The first line of the error message tells you where and what the error is, almost exactly:

    ... Don't know how to create ISeq from: clojure.lang.Symbol, compiling:(hello.clj:5:3)
It's true that the full interpretation of the error message requires some experience with the language (ISeq? Symbol?), but when is that not the case? Consider this one character typo in a Java file:

    voidx displayMessage(String message);
javac produces an error message that's just about as opaque as what Clojure produces in your example.

    [ERROR] ... MessageSink.java:[5,4] error: cannot find symbol
Conversely, if I leave an open brace in Java source, I get the following kind of error from javac:

    [ERROR] ... ConsoleMessageSink.java:[12,1] error: reached end of file while parsing
If I leave an open form in Clojure, it at least tells me the location of the form I left open:

    Exception in thread "main" java.lang.RuntimeException: EOF while reading, starting at line 18, compiling:(toto/data.clj:255:1)
(Of course, thanks to paredit-mode, I had to play a minor trick on my editor to get it to let me even introduce that error in the first place.)


I like clojure. I really do. But when it comes to day to day usage I cringe because of the down right terrible error messages.


This is so true. I hope they fix it, cause it's really annoying.

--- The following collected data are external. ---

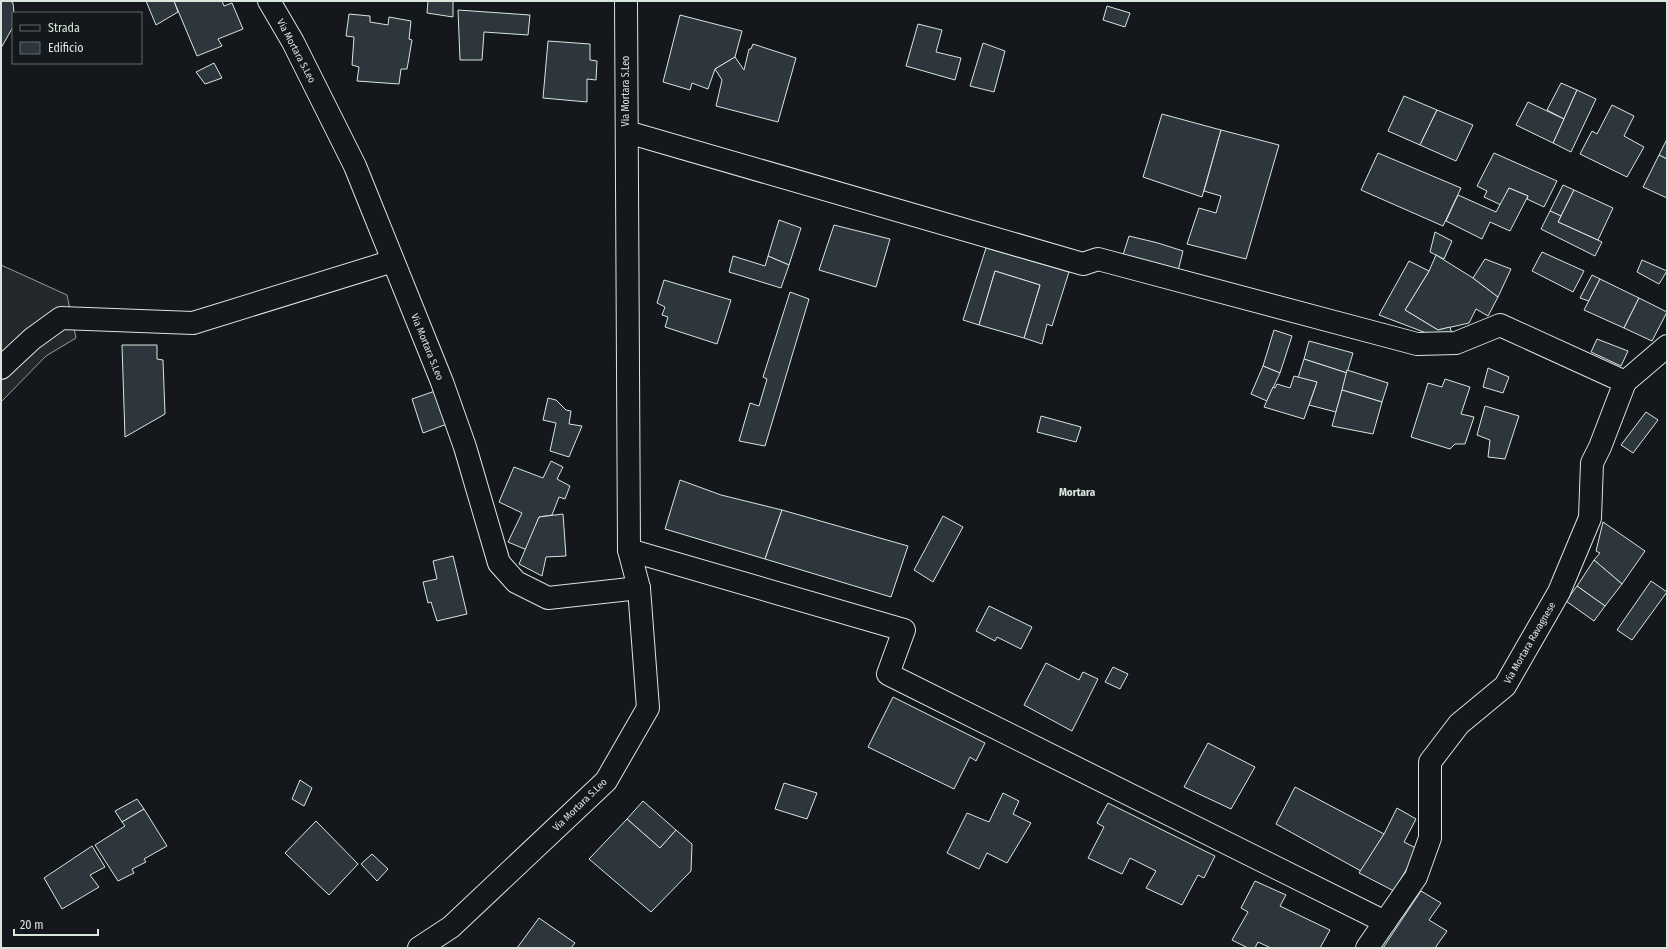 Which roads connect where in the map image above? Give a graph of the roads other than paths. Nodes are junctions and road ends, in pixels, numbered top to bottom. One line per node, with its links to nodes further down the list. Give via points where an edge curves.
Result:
1 (269, 1): 4 (street, Via Mortara S.Leo, via 293,42 355,166)
2 (626, 1): 3 (street, Via Mortara S.Leo)
3 (627, 132): 7 (street, via 1083,264 1098,259 1417,344 1456,343 1500,325); 8 (street, Via Mortara S.Leo)
4 (393, 261): 6 (street, via 193,323 61,318 32,339); 9 (street, Via Mortara S.Leo, via 442,382 465,447 499,563 516,582 548,598)
5 (1667, 346): 7 (street, Via Mortara Ravagnese)
6 (1, 368)
7 (1625, 382): 10 (street, Via Mortara Ravagnese, via 1592,463 1590,518 1559,592 1505,686 1460,724 1430,762 1430,838 1416,877)
8 (629, 550): 9 (street, Via Mortara S.Leo); 10 (street, via 904,630 888,674)
9 (639, 588): 11 (street, Via Mortara S.Leo, via 648,708 606,781 451,927)
10 (1385, 922): 12 (street, Via Mortara Ravagnese)
11 (419, 948)
12 (1367, 948)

That's why I like Python so much.

Made a syntax error? Here's the line number, pointer to the column, and the kind words "SyntaxError" from the interpreter.

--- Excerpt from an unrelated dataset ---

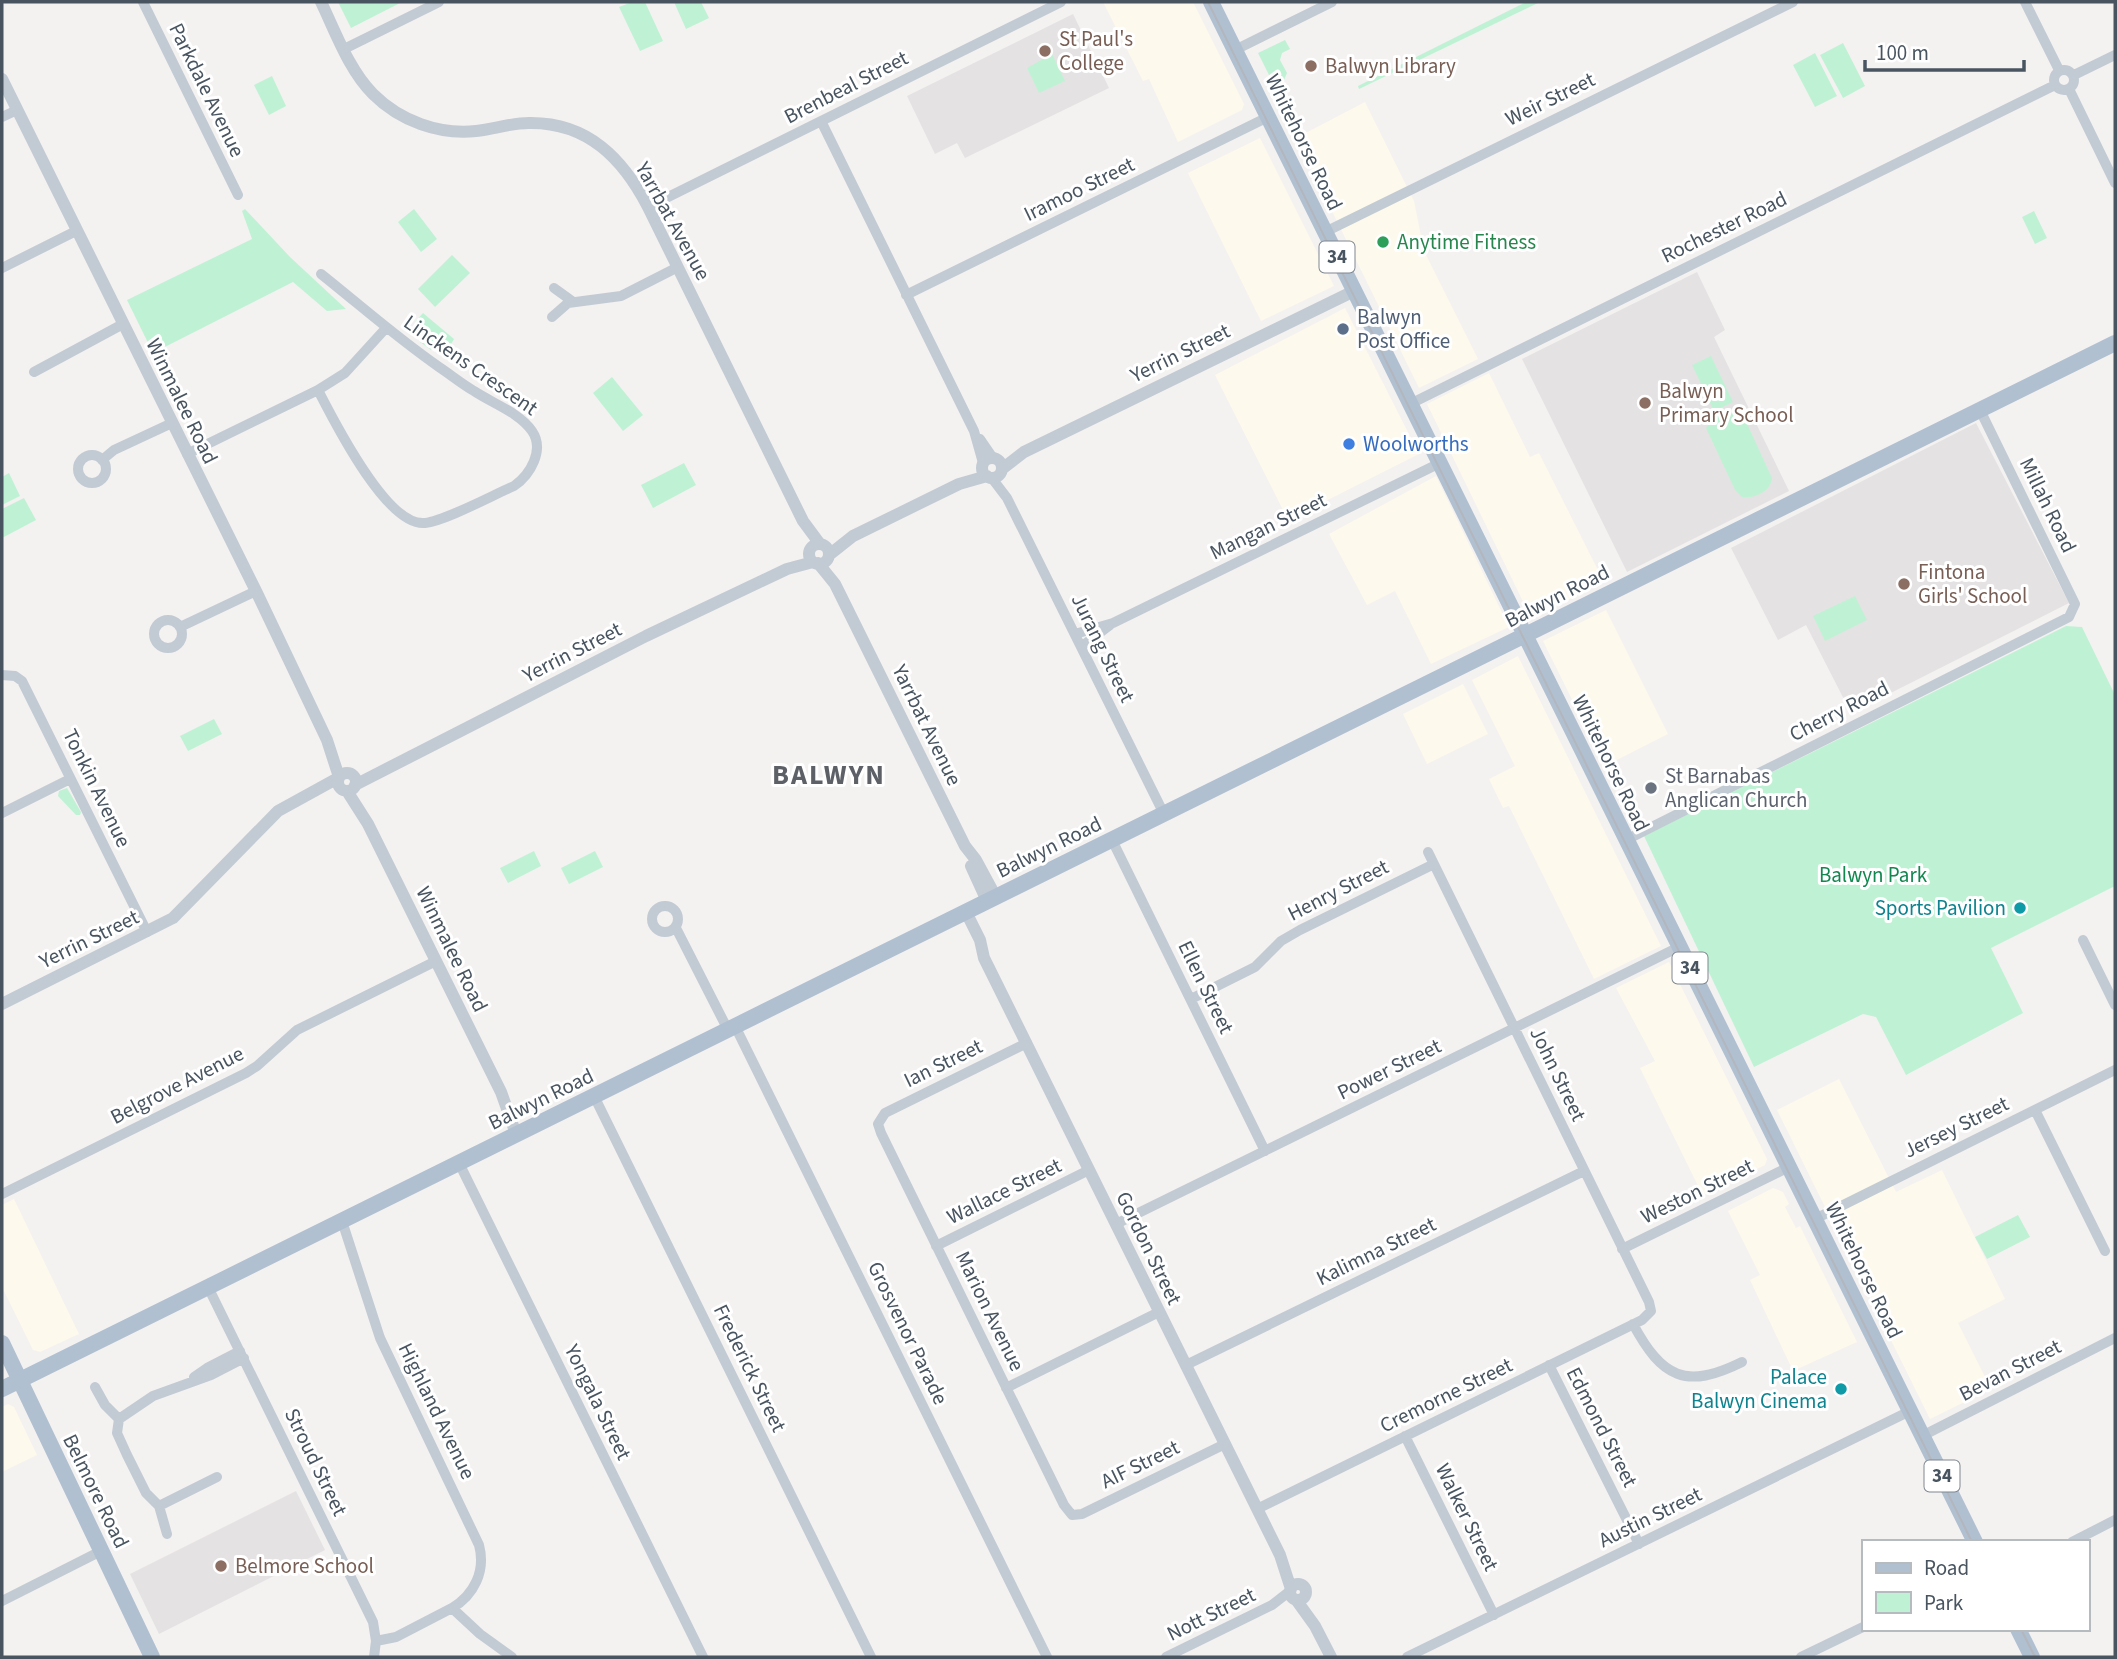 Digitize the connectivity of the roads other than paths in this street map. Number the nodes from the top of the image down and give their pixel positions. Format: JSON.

Then you simply never tried any other modern language than Python.

Python's error messages are pretty OK, but they're nothing special. I'd say that in general, evil yucky unstartuppy Enterprise languages like Java and C# do slightly better.

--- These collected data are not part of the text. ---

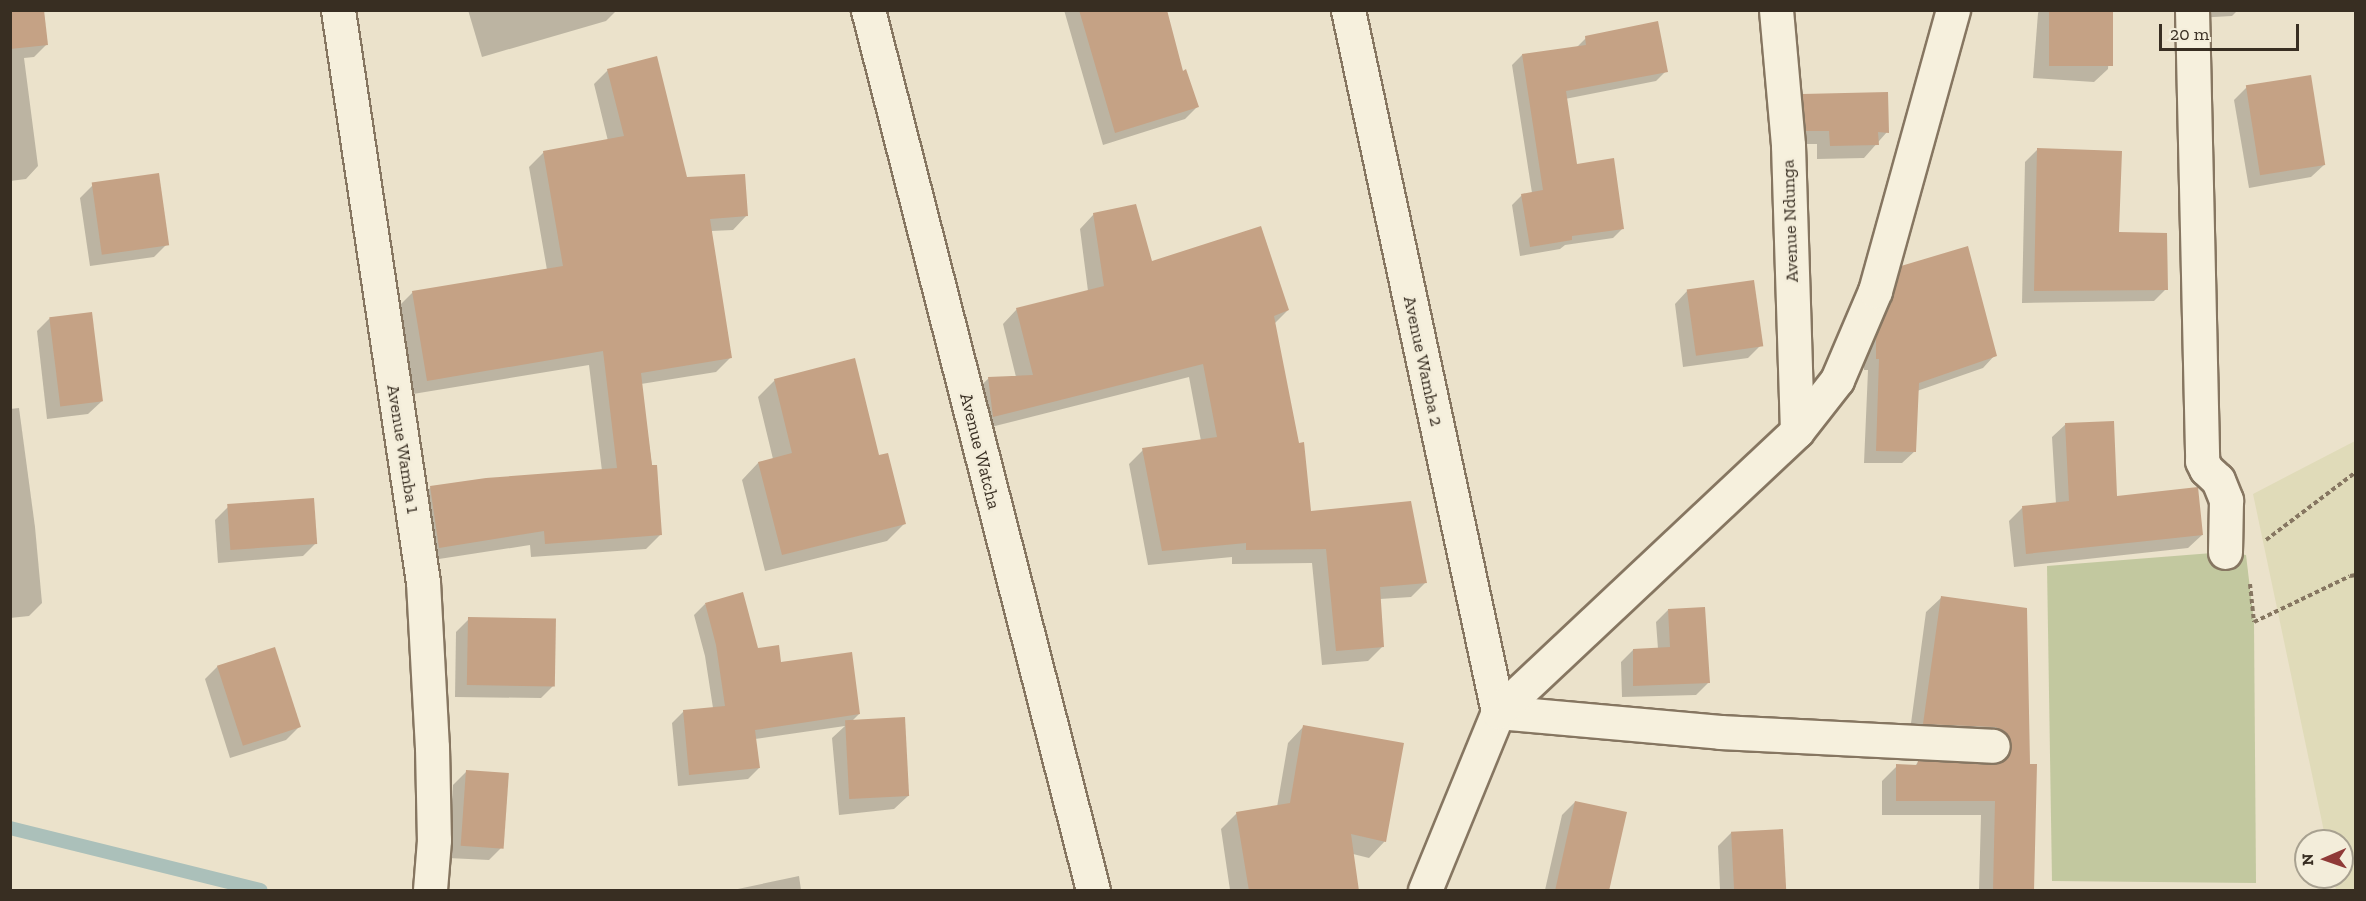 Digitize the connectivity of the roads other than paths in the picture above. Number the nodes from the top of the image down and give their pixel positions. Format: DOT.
graph roads {
  1 [pos="338,10"];
  2 [pos="868,10"];
  3 [pos="1348,10"];
  4 [pos="1776,10"];
  5 [pos="1953,10"];
  6 [pos="2192,10"];
  7 [pos="1797,431"];
  8 [pos="2225,552"];
  9 [pos="1498,712"];
  10 [pos="1993,746"];
  11 [pos="430,891"];
  12 [pos="1094,891"];
  13 [pos="1425,891"];
  1 -- 11 [label="street, Avenue Wamba 1"];
  2 -- 12 [label="street, Avenue Watcha"];
  3 -- 9 [label="street, Avenue Wamba 2"];
  4 -- 7 [label="street, Avenue Ndunga"];
  5 -- 7 [label="street"];
  6 -- 8 [label="street"];
  7 -- 9 [label="street"];
  9 -- 10 [label="street"];
  9 -- 13 [label="street"];
}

I think you did not understand moccajoghurt's point. Because the errors cascade - that is, the one syntax error causes many, many (many) more errors, there are so many errors that it's hard to scroll up to the first error.


It's worse. In C++, that first error often is a red herring. The classical example is a header file where one forgets to type a semicolon. In classical C++ compilers, that triggered errors pointing to the file that includes the erroneous header.

For examples, see #9 in http://web.mst.edu/~cpp/common/common_errors.html, http://stackoverflow.com/questions/11216569/missing-semicolo..., or http://stackoverflow.com/questions/14077486/c-learning-heade... (nice example of someone manages to solve a "missing semicolon before X in file F, line L" error, and is smart enough to realize that that probably is not the right way to fix the problem)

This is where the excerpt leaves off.